Oooooo! I love onions!

This is all the onions that I haven't eaten all piled on the little table for cleaning and sorting. Plus a couple of garlics under there somewhere. I'm going to cut off the green parts and freeze them, and put the rest into a big bin into the shed. 

So, last night I was puttering around, weeding and building my endless trellis, (that now completely encloses two sides of the ornamental garden and has a grape annex that is turning into a gazebo) and I thought I would pull my remaining onions. I wanted to make some room for a big raised bed I'm planning on the no-dig method.

I was quite pleased with the onion harvest. I've been pulling a few as I've needed them for cooking and the remaining ones have filled a whole bucket. I realised it was a little bit early (normally you wait until the onion leaves die back and this is when the bulb is fully formed) but I was still pretty happy with the ones I got. I put the white ones in in the autumn and the red ones in in the spring after I pulled the last of the cauliflower. Onions really do take FOREVER!

But the red ones were doing so well they were already popping out of the ground and saying, "Where's the soup?!" I figured I could cut off the green leaves and put them in the freezer bag of vegetable trimmings I'm saving for making stock.

But when I proudly showed off my harvest Annamaria told me you have to at least wait until the Crescente. This is a bit of folk wisdom that I'm just learning about now. The Crescente is when the moon starts ensmallening again. We're just about there. We had two new moons this month, and the Calente lasts until the 27th. I have a special contadina farmer's and gardener's calendar that tells me all this stuff. (Annamaria, of course, grows whole wheelbarrows-full, and gave me enough to last most of the winter.)

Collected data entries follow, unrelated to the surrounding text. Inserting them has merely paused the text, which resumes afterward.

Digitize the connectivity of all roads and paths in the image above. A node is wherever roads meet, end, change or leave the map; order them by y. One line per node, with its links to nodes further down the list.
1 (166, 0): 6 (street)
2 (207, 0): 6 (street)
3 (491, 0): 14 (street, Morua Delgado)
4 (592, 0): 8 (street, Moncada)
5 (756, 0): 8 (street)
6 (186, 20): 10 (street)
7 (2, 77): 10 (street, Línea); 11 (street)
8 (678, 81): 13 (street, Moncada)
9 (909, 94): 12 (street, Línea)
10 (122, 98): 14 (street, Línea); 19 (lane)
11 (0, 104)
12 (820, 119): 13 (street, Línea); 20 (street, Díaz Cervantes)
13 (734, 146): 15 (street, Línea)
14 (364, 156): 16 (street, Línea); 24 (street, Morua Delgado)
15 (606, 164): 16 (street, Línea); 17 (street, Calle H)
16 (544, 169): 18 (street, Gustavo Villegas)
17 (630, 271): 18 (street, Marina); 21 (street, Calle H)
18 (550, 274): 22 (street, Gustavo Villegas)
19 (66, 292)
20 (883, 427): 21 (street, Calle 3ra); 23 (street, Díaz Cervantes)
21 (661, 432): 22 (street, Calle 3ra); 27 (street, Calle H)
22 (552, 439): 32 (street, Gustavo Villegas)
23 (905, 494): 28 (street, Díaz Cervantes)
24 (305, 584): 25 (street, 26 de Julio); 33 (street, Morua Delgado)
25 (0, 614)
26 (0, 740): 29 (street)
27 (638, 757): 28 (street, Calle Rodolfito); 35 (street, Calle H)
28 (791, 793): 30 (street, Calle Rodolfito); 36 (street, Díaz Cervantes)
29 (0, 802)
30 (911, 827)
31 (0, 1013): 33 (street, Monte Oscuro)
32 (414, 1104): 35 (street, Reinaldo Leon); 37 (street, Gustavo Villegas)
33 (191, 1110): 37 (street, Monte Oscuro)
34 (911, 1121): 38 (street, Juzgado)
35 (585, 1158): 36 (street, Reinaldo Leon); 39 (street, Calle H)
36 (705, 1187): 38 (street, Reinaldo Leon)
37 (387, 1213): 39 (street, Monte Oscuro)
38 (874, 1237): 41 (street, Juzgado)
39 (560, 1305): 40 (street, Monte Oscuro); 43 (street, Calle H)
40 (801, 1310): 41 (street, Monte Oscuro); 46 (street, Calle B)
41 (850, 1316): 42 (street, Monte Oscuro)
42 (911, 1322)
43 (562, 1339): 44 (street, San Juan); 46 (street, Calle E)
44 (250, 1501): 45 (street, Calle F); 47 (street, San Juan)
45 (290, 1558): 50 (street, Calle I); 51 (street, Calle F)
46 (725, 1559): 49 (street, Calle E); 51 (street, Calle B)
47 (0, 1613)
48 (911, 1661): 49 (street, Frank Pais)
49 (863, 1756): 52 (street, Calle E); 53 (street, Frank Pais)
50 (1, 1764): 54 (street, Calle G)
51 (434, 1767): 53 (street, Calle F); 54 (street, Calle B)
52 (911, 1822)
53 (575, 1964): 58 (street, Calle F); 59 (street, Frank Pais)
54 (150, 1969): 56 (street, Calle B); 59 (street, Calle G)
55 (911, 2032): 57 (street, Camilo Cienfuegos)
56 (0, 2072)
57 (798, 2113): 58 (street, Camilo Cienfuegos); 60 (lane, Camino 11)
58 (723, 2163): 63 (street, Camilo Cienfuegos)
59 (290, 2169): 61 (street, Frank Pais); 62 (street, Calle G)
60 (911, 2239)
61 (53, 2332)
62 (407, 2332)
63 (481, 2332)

Anyway, today I start building the first of the tufa block raised beds in the orto. I figure it will take a while, what with the Italian summer making it fun to work in the blazing heat. But it should be ready in time to put in the winter's brassicas. Annamaria does hers in late August, and they did way better than mine that I put in September 14th.



John said...

I wish you'd share more stuff like this with us! Very inspiring!

jeanannemarie said...

You inspire me for gardening and love of God and our Church.